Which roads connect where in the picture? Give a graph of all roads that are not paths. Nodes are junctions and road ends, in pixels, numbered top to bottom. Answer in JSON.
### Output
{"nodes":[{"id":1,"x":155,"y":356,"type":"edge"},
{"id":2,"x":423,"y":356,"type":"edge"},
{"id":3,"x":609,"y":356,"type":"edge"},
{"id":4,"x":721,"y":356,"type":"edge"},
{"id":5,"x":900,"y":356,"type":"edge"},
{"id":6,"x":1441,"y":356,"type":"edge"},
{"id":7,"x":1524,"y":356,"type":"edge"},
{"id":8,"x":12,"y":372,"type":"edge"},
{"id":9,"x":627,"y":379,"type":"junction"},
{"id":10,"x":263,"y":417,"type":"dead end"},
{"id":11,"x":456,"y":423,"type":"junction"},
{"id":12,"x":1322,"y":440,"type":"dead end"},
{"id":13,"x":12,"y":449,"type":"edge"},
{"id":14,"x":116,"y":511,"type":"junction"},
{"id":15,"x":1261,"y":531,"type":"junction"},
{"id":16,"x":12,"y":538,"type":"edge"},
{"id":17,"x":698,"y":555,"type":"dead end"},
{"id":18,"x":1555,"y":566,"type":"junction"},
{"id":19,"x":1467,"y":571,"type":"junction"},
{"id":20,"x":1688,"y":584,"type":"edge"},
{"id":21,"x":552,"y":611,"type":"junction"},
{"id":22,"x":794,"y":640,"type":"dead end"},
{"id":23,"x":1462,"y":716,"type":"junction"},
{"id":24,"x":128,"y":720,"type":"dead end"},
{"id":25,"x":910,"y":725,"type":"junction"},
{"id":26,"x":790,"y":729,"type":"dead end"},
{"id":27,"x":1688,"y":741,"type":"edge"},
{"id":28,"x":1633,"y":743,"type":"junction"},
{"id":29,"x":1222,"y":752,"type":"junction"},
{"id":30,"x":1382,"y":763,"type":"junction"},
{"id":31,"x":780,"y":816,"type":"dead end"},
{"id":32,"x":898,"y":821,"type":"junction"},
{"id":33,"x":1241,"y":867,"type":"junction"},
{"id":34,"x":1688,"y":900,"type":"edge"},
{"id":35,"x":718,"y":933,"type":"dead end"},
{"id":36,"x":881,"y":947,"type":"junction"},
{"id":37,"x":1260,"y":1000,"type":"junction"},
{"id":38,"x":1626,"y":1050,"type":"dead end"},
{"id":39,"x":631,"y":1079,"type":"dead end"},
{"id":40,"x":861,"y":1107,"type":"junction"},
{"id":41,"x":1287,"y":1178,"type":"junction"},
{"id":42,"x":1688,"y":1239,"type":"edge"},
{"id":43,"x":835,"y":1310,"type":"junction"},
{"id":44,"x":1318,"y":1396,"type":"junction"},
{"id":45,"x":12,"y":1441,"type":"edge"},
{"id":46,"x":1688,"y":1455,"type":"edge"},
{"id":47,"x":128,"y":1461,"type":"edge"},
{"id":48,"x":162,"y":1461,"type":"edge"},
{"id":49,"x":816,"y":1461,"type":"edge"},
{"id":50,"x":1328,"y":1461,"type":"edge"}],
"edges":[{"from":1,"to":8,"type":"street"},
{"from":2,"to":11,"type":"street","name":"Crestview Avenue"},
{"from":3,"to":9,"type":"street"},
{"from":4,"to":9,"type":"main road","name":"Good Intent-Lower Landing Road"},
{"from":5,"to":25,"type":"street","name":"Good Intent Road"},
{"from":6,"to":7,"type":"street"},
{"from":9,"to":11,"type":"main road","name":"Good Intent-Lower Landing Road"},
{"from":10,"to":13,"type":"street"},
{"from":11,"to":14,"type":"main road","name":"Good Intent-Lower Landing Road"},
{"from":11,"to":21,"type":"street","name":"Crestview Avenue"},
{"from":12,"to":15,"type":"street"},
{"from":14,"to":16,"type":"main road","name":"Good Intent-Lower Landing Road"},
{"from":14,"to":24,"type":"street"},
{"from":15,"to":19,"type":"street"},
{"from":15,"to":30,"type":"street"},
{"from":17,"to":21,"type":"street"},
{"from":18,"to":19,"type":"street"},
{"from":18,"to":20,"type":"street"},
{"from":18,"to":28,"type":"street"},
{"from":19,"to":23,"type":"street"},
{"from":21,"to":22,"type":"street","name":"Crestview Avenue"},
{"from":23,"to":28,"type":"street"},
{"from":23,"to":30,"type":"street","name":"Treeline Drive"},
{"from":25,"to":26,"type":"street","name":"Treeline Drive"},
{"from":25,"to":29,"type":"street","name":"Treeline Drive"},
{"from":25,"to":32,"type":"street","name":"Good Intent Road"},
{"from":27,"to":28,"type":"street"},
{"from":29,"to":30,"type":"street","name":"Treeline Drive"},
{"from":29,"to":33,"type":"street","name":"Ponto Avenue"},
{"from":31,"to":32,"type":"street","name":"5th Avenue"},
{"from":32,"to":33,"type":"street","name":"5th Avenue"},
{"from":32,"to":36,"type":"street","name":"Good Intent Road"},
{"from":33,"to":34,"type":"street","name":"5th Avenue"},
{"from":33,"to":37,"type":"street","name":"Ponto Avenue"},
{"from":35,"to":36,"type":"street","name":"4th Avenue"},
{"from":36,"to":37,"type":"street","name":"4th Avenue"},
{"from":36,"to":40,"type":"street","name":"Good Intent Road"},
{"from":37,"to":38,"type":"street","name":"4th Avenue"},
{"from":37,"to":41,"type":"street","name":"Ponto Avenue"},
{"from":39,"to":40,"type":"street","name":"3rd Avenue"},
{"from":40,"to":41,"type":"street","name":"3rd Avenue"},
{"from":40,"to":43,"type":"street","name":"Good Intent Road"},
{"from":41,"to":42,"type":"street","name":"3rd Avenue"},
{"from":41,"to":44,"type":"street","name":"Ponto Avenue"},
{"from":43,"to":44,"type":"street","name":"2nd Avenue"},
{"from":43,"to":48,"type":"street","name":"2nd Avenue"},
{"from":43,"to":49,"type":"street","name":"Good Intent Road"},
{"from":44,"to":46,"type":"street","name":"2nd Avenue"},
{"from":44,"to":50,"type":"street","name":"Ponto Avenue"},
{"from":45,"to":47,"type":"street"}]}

## [TASK BRIEF]
Scan the listing above for the word "Lower" and show each line where it is found.

## [EXPECTED OUTPUT]
{"from":4,"to":9,"type":"main road","name":"Good Intent-Lower Landing Road"},
{"from":9,"to":11,"type":"main road","name":"Good Intent-Lower Landing Road"},
{"from":11,"to":14,"type":"main road","name":"Good Intent-Lower Landing Road"},
{"from":14,"to":16,"type":"main road","name":"Good Intent-Lower Landing Road"},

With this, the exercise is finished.